One possibility is that many of the missing satellite galaxies are much fainter than expected, making them mostly invisible to past surveys – some extremely faint objects spotted recently seem to point in this direction.

But that begs the question: why do these galaxies contain so few stars?
  • Fizzle out
    Outward pressure
    Stripped away
Satellite galaxies in hydrodynamical simulations of Milky Way sized galaxies
  • arXiv.org > astro-ph > arXiv:1004.3217
    (Submitted: 19 Apr 2010 (v1), Last Revised: 27 Apr 2010 (v3))

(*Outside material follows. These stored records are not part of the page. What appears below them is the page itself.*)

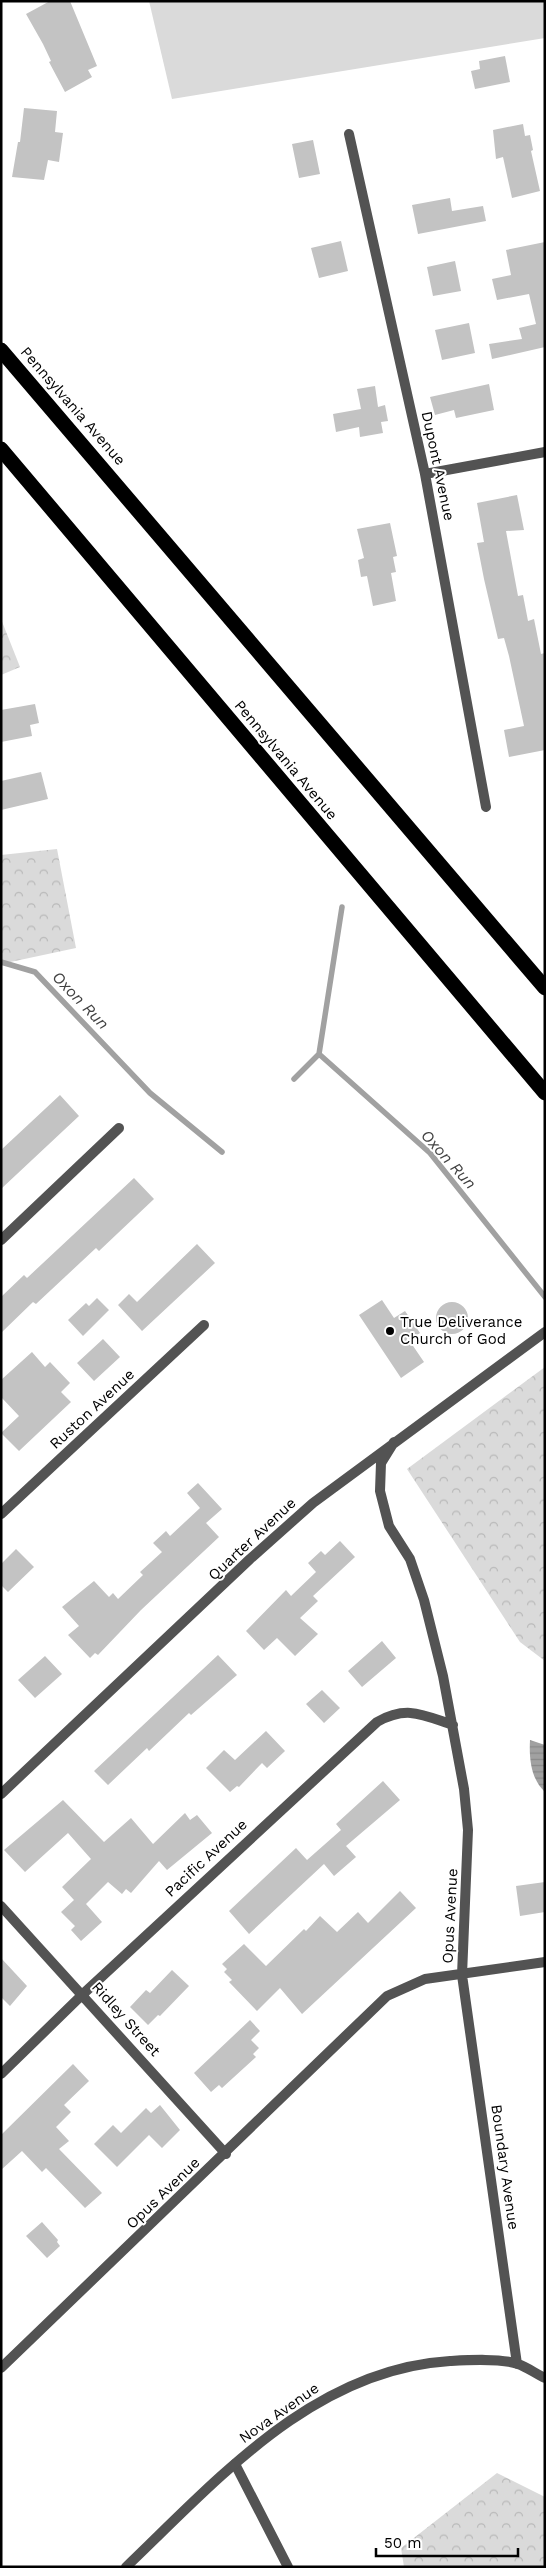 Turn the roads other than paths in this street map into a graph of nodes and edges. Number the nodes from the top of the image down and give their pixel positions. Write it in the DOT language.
graph roads {
  1 [pos="349,134"];
  2 [pos="1,350"];
  3 [pos="1,449"];
  4 [pos="545,452"];
  5 [pos="425,474"];
  6 [pos="486,807"];
  7 [pos="545,988"];
  8 [pos="545,1093"];
  9 [pos="119,1128"];
  10 [pos="1,1240"];
  11 [pos="204,1325"];
  12 [pos="545,1332"];
  13 [pos="394,1442"];
  14 [pos="1,1514"];
  15 [pos="453,1725"];
  16 [pos="1,1794"];
  17 [pos="1,1906"];
  18 [pos="545,1962"];
  19 [pos="462,1975"];
  20 [pos="83,1994"];
  21 [pos="1,2074"];
  22 [pos="226,2154"];
  23 [pos="517,2364"];
  24 [pos="1,2368"];
  25 [pos="545,2378"];
  26 [pos="235,2464"];
  27 [pos="126,2567"];
  28 [pos="288,2567"];
  1 -- 5 [label="street, Dupont Avenue"];
  2 -- 7 [label="highway, Pennsylvania Avenue"];
  3 -- 8 [label="highway, Pennsylvania Avenue"];
  4 -- 5 [label="street"];
  5 -- 6 [label="street, Dupont Avenue"];
  9 -- 10 [label="street"];
  11 -- 14 [label="street, Ruston Avenue"];
  12 -- 13 [label="street, Quarter Avenue"];
  13 -- 15 [label="street, Opus Avenue"];
  13 -- 16 [label="street, Quarter Avenue"];
  15 -- 19 [label="street, Opus Avenue"];
  15 -- 20 [label="street, Pacific Avenue"];
  17 -- 20 [label="street, Ridley Street"];
  18 -- 19 [label="street"];
  19 -- 22 [label="street, Opus Avenue"];
  19 -- 23 [label="street, Boundary Avenue"];
  20 -- 21 [label="street, Pacific Avenue"];
  20 -- 22 [label="street, Ridley Street"];
  22 -- 24 [label="street, Opus Avenue"];
  23 -- 25 [label="street, Nova Avenue"];
  23 -- 26 [label="street, Nova Avenue"];
  26 -- 27 [label="street, Nova Avenue"];
  26 -- 28 [label="street"];
}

Collisionless simulations of the CDM cosmology predict a plethora of dark matter substructures in the halos of Milky Way sized galaxies, yet the number of known luminous satellites galaxies is very much smaller, a discrepancy that has become known as the `missing satellite problem'. The most massive substructures have been shown to be plausibly the hosts of the brightest satellites, but it remains unclear which processes prevent star formation in the many other, purely dark substructures. We use high-resolution hydrodynamic simulations of the formation of Milky Way sized galaxies in order to test how well such self-consistent models of structure formation match the observed properties of the Galaxy's satellite population. For the first time, we include in such calculations feedback from cosmic rays injected into the star forming gas by supernovae as well as the energy input from supermassive black holes growing at the Milky Way's centre and its progenitor systems. We find that non-thermal particle populations quite strongly suppress the star formation efficiency of the smallest galaxies. In fact, our cosmic ray model is able to reproduce the observed faint-end of the satellite luminosity function, while models that include only the effects of cosmic reionization, or galactic winds, do significantly worse. Our simulated satellite population approximately matches available kinematic data on the satellites and their observed spatial distribution. We conclude that a proper resolution of the missing satellite problem likely requires the inclusion of non-standard physics for regulating star formation in the smallest halos, and that cosmic reionization alone may not be sufficient.